Remote Proxmox Server

Overview

This project began as an attempt to reduce friction in my daily lab workflow.

Running a lab on my primary desktop created constant tradeoffs. Spinning up multiple VMs required shutting down other applications, restarting VMs between sessions discouraged long-running projects, and keeping a high-performance desktop powered on 24/7 introduced heat, noise, and power concerns that were impractical in a dorm environment.

I set out to build a dedicated, always-on virtualization server that could host labs continuously, survive power events, and be fully managed remotely without physical access.

Core Objectives

Reliable 24/7 VM hosting
Strong data protection and recovery
Remote out-of-band management
Cost efficiency using repurposed hardware where possible

System Design and Constraints

Rather than purchasing used enterprise hardware, I focused on maximizing performance per dollar while implementing enterprise-like reliability and management features.

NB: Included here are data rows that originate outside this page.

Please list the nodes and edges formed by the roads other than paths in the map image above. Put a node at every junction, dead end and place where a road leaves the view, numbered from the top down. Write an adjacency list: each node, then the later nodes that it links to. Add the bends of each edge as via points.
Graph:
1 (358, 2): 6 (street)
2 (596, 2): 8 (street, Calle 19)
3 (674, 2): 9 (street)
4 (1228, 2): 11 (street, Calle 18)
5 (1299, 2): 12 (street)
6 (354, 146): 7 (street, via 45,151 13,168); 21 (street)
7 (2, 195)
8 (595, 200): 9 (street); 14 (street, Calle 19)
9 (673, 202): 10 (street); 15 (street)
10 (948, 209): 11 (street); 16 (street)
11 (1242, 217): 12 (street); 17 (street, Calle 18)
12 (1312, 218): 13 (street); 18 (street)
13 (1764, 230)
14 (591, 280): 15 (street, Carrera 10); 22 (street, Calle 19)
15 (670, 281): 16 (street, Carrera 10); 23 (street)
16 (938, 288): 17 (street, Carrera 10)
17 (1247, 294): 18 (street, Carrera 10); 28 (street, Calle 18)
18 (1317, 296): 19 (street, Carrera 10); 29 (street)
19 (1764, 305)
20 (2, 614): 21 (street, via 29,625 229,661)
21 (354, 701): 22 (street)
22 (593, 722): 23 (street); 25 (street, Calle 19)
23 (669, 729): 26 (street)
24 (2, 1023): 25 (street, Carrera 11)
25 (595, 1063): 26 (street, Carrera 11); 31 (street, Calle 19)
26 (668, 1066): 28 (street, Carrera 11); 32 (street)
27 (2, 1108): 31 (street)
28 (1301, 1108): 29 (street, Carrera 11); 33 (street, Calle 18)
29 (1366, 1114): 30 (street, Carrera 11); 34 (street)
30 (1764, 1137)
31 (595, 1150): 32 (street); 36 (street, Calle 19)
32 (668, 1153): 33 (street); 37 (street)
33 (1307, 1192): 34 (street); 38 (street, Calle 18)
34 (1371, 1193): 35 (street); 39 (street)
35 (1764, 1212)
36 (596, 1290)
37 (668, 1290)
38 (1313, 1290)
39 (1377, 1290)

CPU: AMD Ryzen 9 3950X. High core count for virtualization with acceptable power consumption and heat output. Required no additional investment, as it was already obtained for a prior project.
RAM: 64 GB ECC DDR4. Chosen explicitly to reduce silent data corruption risk with ZFS.
Storage:
- 2x NVMe SSDs for boot drives. One for Proxmox VE, one for Proxmox Backup Server
- 3x 1 TB NAS-rated SATA SSDs in RAIDZ1 for VM storage
- 2x 4TB HDDs in ZFS mirror dedicated to backup storage
UPS: APC Back-UPS series for affordability and strong community support.
Out-of-Band Management: JetKVM and Tailscale for remote access and troubleshooting.

Architecture

Platform Selection and Early Friction

This project was originally scoped around Hyper-V Server.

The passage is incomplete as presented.